*** Opening of AVAILABLE DATA ***

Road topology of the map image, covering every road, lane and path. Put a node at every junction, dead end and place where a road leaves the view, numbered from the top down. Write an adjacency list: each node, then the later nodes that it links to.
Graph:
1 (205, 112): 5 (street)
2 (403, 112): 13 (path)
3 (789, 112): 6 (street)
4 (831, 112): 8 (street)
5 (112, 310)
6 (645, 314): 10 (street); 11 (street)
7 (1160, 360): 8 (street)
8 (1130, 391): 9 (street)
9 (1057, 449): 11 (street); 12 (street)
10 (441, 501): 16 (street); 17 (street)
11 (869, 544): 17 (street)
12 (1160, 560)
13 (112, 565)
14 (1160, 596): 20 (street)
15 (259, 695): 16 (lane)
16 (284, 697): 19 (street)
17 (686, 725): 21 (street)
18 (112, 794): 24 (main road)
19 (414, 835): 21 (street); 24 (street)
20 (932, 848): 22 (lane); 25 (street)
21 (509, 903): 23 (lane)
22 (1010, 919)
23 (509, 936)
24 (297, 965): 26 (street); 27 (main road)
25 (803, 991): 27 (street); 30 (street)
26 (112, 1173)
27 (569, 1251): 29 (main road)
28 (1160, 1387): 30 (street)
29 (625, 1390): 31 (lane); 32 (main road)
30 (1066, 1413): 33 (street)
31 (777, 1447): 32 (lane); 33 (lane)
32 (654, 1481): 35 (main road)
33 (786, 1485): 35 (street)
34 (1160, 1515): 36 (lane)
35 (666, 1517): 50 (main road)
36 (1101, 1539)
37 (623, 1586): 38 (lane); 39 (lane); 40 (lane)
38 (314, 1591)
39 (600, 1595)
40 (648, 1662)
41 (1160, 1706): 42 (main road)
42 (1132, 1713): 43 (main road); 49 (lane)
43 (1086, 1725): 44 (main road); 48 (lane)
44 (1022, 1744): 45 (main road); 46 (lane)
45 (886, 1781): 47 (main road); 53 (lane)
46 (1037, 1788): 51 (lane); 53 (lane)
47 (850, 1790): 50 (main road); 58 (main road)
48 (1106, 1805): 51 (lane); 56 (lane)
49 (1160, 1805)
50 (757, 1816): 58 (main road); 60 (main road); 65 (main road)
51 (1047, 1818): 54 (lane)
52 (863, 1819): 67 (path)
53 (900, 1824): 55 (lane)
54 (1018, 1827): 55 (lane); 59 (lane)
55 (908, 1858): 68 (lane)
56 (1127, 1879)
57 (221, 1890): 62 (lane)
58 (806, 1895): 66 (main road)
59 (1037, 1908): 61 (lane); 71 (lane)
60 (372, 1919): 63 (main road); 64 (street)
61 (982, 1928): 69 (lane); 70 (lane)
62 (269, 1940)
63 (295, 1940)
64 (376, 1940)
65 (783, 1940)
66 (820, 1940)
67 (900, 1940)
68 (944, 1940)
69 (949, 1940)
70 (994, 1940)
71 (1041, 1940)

*** Close of AVAILABLE DATA ***

__WHAT TO DO__
In the data above, which lines have "path"? Report each of them.

__RESPONSE__
Road topology of the map image, covering every road, lane and path. Put a node at every junction, dead end and place where a road leaves the view, numbered from the top down. Write an adjacency list: each node, then the later nodes that it links to.
2 (403, 112): 13 (path)
52 (863, 1819): 67 (path)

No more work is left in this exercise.